According to the 2021 census gazetteer files, Argenta has a total area of 0.65 sqmi, all land. Friends Creek, a south-flowing tributary of the Sangamon River, crosses the east end of the village.

== Demographics ==
As of the 2020 census there were 913 people, 384 households, and 272 families residing in the village. The population density was 1,398.16 PD/sqmi. There were 383 housing units at an average density of 586.52 /sqmi. The racial makeup of the village was 93.32% White, 0.22% African American, 0.22% Native American, 0.22% Asian, 0.00% Pacific Islander, 0.33% from other races, and 5.70% from two or more races. Hispanic or Latino of any race were 1.75% of the population.

There were 384 households, out of which 38.0% had children under the age of 18 living with them, 55.73% were married couples living together, 8.33% had a female householder with no husband present, and 29.17% were non-families. 25.26% of all households were made up of individuals, and 13.54% had someone living alone who was 65 years of age or older. The average household size was 3.25 and the average family size was 2.74.

The village's age distribution consisted of 26.0% under the age of 18, 8.9% from 18 to 24, 24.9% from 25 to 44, 19.9% from 45 to 64, and 20.3% who were 65 years of age or older. The median age was 37.5 years. For every 100 females, there were 100.2 males. For every 100 females age 18 and over, there were 89.8 males.

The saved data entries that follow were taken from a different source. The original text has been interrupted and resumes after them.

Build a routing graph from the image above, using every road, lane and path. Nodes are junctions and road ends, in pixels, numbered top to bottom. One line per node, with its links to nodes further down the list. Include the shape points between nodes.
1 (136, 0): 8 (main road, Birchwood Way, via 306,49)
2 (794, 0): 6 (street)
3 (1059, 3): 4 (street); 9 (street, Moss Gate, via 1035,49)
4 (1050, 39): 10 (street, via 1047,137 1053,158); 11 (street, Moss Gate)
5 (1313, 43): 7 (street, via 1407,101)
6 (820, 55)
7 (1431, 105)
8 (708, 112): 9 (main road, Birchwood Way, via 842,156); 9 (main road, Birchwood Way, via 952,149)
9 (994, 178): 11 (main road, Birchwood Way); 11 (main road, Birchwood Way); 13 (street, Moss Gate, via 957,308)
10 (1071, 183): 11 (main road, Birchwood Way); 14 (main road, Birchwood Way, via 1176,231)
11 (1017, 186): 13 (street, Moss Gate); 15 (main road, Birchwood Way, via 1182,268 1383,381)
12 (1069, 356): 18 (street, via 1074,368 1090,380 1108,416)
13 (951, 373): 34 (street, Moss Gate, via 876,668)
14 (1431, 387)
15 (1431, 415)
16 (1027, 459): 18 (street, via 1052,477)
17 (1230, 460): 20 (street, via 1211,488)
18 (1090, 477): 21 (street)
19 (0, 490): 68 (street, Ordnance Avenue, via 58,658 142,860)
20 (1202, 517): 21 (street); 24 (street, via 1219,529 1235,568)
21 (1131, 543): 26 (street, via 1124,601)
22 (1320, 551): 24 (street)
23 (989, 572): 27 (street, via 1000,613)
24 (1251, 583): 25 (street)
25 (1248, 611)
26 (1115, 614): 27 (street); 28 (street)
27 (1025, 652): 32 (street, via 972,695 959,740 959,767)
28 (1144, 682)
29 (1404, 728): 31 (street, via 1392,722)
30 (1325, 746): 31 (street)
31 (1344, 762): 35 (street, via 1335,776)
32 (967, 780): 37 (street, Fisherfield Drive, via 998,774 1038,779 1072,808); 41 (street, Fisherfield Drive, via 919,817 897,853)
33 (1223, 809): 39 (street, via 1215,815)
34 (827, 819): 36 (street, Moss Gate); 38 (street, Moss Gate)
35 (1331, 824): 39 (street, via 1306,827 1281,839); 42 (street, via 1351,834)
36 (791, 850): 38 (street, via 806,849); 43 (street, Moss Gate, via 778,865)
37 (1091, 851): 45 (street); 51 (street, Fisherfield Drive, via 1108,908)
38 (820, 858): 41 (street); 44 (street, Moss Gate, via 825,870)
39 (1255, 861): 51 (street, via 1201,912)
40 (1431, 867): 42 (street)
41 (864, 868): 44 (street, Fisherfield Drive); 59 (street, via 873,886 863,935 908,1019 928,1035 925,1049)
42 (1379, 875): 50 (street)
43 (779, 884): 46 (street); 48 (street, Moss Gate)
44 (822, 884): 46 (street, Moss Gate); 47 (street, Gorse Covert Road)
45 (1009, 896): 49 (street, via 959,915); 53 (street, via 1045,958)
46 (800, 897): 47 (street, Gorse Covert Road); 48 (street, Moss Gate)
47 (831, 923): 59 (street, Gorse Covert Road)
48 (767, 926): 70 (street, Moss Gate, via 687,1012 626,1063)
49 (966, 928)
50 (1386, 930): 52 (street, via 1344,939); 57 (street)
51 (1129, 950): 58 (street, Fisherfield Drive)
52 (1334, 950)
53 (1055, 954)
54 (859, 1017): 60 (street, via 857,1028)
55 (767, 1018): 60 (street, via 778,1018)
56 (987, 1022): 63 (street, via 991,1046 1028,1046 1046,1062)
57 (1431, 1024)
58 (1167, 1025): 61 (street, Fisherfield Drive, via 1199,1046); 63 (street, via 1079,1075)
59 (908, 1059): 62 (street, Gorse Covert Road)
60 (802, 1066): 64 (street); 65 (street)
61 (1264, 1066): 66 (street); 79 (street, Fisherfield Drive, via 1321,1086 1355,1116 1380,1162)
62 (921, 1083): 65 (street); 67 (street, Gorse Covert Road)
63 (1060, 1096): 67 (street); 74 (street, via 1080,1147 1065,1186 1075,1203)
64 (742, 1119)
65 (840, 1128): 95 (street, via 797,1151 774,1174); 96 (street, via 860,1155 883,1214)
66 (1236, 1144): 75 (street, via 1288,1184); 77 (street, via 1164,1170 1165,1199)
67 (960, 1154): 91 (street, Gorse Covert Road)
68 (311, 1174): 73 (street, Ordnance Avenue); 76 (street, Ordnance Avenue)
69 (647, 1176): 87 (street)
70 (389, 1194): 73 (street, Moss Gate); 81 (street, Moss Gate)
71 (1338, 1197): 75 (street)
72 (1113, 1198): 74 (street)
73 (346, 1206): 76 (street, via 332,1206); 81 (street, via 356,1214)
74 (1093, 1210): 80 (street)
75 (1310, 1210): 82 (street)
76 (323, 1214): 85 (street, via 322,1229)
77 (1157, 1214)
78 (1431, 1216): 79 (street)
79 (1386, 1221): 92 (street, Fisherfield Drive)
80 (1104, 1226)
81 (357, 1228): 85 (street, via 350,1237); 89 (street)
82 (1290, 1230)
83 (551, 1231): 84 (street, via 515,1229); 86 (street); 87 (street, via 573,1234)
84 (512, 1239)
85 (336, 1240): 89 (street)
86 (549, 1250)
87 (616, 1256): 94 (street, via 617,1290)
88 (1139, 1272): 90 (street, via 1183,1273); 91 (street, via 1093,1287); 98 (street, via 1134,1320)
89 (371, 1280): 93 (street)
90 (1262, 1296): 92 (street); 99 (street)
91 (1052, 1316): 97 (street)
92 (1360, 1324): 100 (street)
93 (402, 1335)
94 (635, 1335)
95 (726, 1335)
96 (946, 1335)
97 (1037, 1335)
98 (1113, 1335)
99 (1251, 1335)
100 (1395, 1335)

The median income for a household in the village was $61,905, and the median income for a family was $70,238. Males had a median income of $42,148 versus $32,031 for females. The per capita income for the village was $26,814. About 7.0% of families and 6.8% of the population were below the poverty line, including 12.8% of those under age 18 and 1.9% of those age 65 or over.

Historical population
| Census | Pop. | Note | %± |
| 1880 | 74 |  | — |
| 1900 | 525 |  | — |
| 1910 | 519 |  | −1.1% |
| 1920 | 528 |  | 1.7% |
| 1930 | 462 |  | −12.5% |
| 1940 | 561 |  | 21.4% |
| 1950 | 575 |  | 2.5% |
| 1960 | 860 |  | 49.6% |
| 1970 | 1,034 |  | 20.2% |
| 1980 | 994 |  | −3.9% |
| 1990 | 940 |  | −5.4% |
| 2000 | 921 |  | −2.0% |
| 2010 | 947 |  | 2.8% |
| 2020 | 913 |  | −3.6% |
U.S. Decennial Census

==Education==
It is a part of the Argenta-Oreana Community Unit School District 1.